A study of the x-ray sensitivity of amorphous selenium (a-Se) for digital mammography has been performed. A uniform layer of a-Se was deposited on a glass substrate with electrodes on both surfaces. The deposition procedure was identical to that used for a-Se flat-panel detectors. A high voltage was applied to the top surface of the a-Se layer in order to establish an electric field E(Se). Then the sample was exposed to x rays with 27 kVp spectra generated from an x-ray tube with a molybdenum (Mo) target. The mean x-ray energy of the spectrum used was approximately 16.6 keV. The x-ray current generated by the a-Se layer was measured as a function of E(Se).
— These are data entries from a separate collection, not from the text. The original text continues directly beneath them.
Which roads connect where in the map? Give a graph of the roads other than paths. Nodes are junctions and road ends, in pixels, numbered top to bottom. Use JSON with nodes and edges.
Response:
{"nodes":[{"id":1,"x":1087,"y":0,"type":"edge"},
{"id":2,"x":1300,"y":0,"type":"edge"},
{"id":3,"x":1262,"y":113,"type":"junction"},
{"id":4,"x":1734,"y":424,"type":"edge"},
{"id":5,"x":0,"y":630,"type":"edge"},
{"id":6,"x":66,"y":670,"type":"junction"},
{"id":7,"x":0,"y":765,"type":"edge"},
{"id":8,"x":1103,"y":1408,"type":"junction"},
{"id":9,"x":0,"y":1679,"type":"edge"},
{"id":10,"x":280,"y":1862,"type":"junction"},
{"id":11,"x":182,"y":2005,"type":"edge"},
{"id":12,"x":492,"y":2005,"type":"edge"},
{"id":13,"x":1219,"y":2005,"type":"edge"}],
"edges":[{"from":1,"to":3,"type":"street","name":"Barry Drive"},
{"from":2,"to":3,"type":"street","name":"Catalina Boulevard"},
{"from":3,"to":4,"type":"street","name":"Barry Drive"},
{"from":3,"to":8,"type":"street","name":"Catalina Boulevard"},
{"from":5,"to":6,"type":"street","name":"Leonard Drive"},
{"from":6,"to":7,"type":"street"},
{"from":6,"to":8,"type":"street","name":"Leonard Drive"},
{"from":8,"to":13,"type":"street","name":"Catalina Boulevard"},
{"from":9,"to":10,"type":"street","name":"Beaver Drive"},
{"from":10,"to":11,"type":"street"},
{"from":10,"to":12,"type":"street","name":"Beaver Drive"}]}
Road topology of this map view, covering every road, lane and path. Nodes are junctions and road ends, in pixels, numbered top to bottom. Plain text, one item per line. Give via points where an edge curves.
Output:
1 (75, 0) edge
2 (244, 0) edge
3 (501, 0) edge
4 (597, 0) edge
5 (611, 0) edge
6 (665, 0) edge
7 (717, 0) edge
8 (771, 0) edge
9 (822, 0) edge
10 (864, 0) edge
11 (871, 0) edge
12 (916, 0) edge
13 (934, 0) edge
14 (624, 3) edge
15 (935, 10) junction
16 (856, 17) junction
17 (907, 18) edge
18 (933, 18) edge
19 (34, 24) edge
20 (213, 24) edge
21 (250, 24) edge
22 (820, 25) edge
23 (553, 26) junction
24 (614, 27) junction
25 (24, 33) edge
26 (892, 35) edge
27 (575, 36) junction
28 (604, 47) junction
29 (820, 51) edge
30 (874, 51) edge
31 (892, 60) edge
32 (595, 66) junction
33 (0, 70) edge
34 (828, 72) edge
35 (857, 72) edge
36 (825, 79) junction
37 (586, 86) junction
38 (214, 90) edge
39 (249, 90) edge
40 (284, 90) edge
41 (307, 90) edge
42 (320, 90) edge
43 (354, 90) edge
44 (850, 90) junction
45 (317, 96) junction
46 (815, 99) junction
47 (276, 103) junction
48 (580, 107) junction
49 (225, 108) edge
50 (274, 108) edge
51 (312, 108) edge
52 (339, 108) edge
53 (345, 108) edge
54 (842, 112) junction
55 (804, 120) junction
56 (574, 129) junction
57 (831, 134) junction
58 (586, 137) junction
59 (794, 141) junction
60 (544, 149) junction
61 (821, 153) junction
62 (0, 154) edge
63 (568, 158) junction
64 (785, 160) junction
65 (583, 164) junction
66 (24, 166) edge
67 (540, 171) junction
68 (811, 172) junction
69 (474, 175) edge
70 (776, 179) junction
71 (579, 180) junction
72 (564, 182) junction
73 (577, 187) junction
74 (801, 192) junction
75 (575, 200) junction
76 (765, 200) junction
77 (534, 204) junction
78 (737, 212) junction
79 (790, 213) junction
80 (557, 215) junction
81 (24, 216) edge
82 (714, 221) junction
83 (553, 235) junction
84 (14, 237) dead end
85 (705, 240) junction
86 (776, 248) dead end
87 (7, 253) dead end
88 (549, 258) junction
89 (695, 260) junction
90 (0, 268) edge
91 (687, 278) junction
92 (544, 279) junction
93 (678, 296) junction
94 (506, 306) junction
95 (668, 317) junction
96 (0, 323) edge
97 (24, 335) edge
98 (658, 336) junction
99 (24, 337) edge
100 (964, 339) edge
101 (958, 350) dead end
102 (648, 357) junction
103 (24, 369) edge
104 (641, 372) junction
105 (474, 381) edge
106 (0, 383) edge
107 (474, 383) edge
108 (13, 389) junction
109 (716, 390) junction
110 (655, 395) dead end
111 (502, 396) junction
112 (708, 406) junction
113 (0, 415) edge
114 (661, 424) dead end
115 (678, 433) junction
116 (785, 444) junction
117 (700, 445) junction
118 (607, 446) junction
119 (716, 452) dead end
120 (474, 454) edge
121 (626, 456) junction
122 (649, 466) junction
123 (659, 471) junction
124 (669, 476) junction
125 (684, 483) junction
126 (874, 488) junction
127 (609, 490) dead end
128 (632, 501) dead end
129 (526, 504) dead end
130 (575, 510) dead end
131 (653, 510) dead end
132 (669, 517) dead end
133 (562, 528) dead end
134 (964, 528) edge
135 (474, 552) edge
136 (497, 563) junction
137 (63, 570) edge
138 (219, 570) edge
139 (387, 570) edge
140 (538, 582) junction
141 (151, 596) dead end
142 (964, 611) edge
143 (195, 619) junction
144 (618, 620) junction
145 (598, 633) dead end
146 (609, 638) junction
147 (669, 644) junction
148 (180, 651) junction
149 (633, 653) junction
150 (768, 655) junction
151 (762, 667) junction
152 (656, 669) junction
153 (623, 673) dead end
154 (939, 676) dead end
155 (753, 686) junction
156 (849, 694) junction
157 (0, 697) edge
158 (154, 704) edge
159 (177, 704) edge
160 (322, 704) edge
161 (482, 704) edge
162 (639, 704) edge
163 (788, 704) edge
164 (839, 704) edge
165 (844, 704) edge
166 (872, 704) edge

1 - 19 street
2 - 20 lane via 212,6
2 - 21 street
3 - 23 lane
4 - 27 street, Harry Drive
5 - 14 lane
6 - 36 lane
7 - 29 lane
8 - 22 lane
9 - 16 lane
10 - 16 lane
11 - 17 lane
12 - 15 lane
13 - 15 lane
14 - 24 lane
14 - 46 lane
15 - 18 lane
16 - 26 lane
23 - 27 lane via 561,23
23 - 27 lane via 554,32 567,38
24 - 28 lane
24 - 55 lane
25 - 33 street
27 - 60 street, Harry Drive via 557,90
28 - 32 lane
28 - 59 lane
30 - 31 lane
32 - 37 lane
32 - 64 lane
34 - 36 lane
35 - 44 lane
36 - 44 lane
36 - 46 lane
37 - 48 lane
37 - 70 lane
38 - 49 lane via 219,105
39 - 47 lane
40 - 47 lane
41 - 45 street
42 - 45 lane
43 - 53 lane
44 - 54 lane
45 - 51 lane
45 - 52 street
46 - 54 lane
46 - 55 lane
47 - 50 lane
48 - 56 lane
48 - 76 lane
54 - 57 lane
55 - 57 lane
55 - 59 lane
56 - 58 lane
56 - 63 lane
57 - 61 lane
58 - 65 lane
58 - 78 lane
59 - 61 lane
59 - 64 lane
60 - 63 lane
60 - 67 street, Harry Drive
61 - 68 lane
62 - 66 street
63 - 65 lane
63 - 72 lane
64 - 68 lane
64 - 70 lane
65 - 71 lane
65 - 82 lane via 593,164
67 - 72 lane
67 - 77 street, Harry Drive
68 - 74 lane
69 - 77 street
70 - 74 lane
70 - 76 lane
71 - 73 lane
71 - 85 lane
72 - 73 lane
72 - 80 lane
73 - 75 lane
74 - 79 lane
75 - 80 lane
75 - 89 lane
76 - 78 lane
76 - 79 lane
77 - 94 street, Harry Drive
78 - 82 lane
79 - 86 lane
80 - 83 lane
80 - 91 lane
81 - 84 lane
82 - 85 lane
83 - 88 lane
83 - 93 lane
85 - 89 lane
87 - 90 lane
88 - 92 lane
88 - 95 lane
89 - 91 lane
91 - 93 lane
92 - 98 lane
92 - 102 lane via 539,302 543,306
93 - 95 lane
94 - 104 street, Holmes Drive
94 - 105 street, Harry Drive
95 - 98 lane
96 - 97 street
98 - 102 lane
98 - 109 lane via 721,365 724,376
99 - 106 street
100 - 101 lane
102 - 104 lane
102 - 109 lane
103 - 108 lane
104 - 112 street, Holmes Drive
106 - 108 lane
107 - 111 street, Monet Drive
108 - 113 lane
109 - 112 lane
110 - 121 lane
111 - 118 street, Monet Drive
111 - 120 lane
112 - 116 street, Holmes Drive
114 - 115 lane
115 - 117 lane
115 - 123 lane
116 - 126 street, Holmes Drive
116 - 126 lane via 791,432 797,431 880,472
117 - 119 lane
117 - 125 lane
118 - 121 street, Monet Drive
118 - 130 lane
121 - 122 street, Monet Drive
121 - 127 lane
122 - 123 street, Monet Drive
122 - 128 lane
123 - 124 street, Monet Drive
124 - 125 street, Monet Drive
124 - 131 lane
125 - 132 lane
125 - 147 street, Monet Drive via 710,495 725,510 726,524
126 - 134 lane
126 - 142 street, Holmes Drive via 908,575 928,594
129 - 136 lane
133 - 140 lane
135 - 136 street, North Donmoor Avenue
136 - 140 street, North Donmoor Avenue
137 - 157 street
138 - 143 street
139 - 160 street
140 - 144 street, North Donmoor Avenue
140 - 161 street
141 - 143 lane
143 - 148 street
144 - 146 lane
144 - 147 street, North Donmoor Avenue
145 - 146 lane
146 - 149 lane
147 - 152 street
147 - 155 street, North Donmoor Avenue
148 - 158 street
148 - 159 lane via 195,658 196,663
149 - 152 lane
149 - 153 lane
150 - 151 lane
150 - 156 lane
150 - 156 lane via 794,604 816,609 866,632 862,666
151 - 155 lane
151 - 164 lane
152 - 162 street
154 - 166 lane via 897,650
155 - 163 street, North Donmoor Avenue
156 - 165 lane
From the current measurement and the estimation of total x-ray energy absorbed in the a-Se, the energy required to create one electron-hole pair (EHP), W, was determined as a function of E(Se). It was found that at the most commonly used E(Se) of 10 V/microm, W was measured as 64 eV. This is considerably higher than the widely accepted typical value of W = 50 eV measured at higher x-ray photon energies (e.g., 50 keV). The dependence of W as a function of E(Se) can be best fitted using the empirical expression of E(Se)-gamma. This relationship is consistent with the results obtained at higher x-ray energies. This article provides an accurate measurement of x-ray sensitivity of a-Se at mammographic energies independent of detector operation, such as the most recently developed flat-panel detectors. The results will be a useful tool for investigation and optimization of a-Se-based x-ray imaging detectors, such as determination of pixel fill-factor and optimal E(Se) during operation.